Scientific classification
- Kingdom: Animalia
- Phylum: Chordata
- Class: Actinopterygii
- Order: Carangiformes
- Suborder: Centropomoidei
- Family: Latidae
- Genus: Lates
- Species: L. niloticus
- Binomial name: Lates niloticus (Linnaeus, 1758)
- Synonyms: Labrus niloticus Linnaeus, 1758 ; Centropomus niloticus (Linnaeus, 1758) ; Lates niloticus macrolepidota Pellegrin, 1922 ; Lates albertianus Worthington, 1929 ; Lates niloticus albertianus Worthington, 1929 ; Lates nilotus rudolfianus Worthington, 1929;

= Nile perch =

- Authority: (Linnaeus, 1758)
- Conservation status: LC

Species of ray-finned fish

Capture (blue) and aquaculture (green) production of Nile perch (Lates niloticus) in thousand tonnes from 1950 to 2022, as reported by the FAO

The Nile perch (Lates niloticus), also known as the African snook, Goliath perch, Nile lates, African lates, Goliath lates, Victoria lates, African barramundi, Goliath barramundi, Giant lates or the Victoria perch, is a species of freshwater fish in the family Latidae of the order Carangiformes.

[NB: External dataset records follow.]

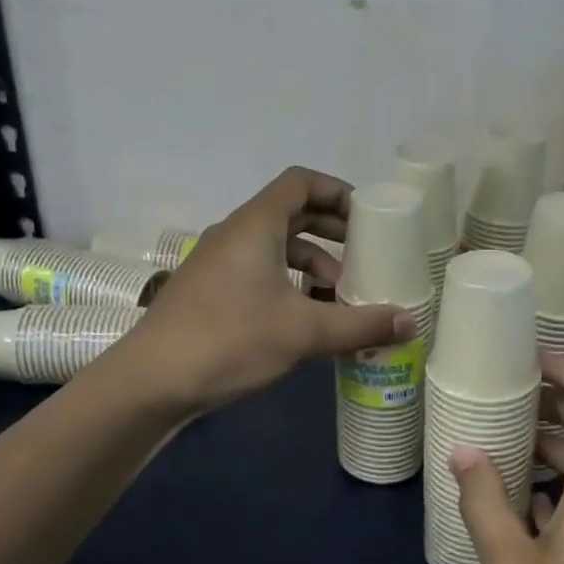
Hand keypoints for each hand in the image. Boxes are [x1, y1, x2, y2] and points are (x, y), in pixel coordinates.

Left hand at [120, 167, 416, 413]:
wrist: (151, 381)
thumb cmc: (230, 340)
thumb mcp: (303, 332)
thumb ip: (360, 325)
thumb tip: (411, 322)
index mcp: (255, 225)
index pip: (300, 183)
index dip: (337, 192)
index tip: (367, 219)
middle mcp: (234, 235)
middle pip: (290, 214)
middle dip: (331, 233)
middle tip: (364, 257)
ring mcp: (217, 264)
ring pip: (274, 249)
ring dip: (311, 266)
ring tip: (339, 298)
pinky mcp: (209, 293)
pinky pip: (258, 273)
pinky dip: (288, 286)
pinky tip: (305, 321)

It is widespread throughout much of the Afrotropical realm, being native to the Congo, Nile, Senegal, Niger and Lake Chad, Volta, Lake Turkana, and other river basins. It also occurs in the brackish waters of Lake Maryut in Egypt. The Nile perch is a fish of substantial economic and food-security importance in East Africa. Originally described as Labrus niloticus, among the marine wrasses, the species has also been referred to as Centropomus niloticus. Common names include African snook, Victoria perch (a misleading trade name, as the species is not native to Lake Victoria, though they have been introduced there), and many local names in various African languages, such as the Luo name mbuta or mputa. In Tanzania, it is called sangara, sankara, or chenku. In Francophone African countries, it is known as capitaine. Its name in the Hausa language is giwan ruwa, meaning "water elephant".

==Description==
L. niloticus is silver in color with a blue tinge. It has distinctive dark-black eyes, with a bright-yellow outer ring. One of the largest freshwater fishes, it reaches a maximum length of nearly 2 m, weighing up to 200 kg. Mature fish typically range from 1.21–1.37 m, although many fish are caught before they can grow this large.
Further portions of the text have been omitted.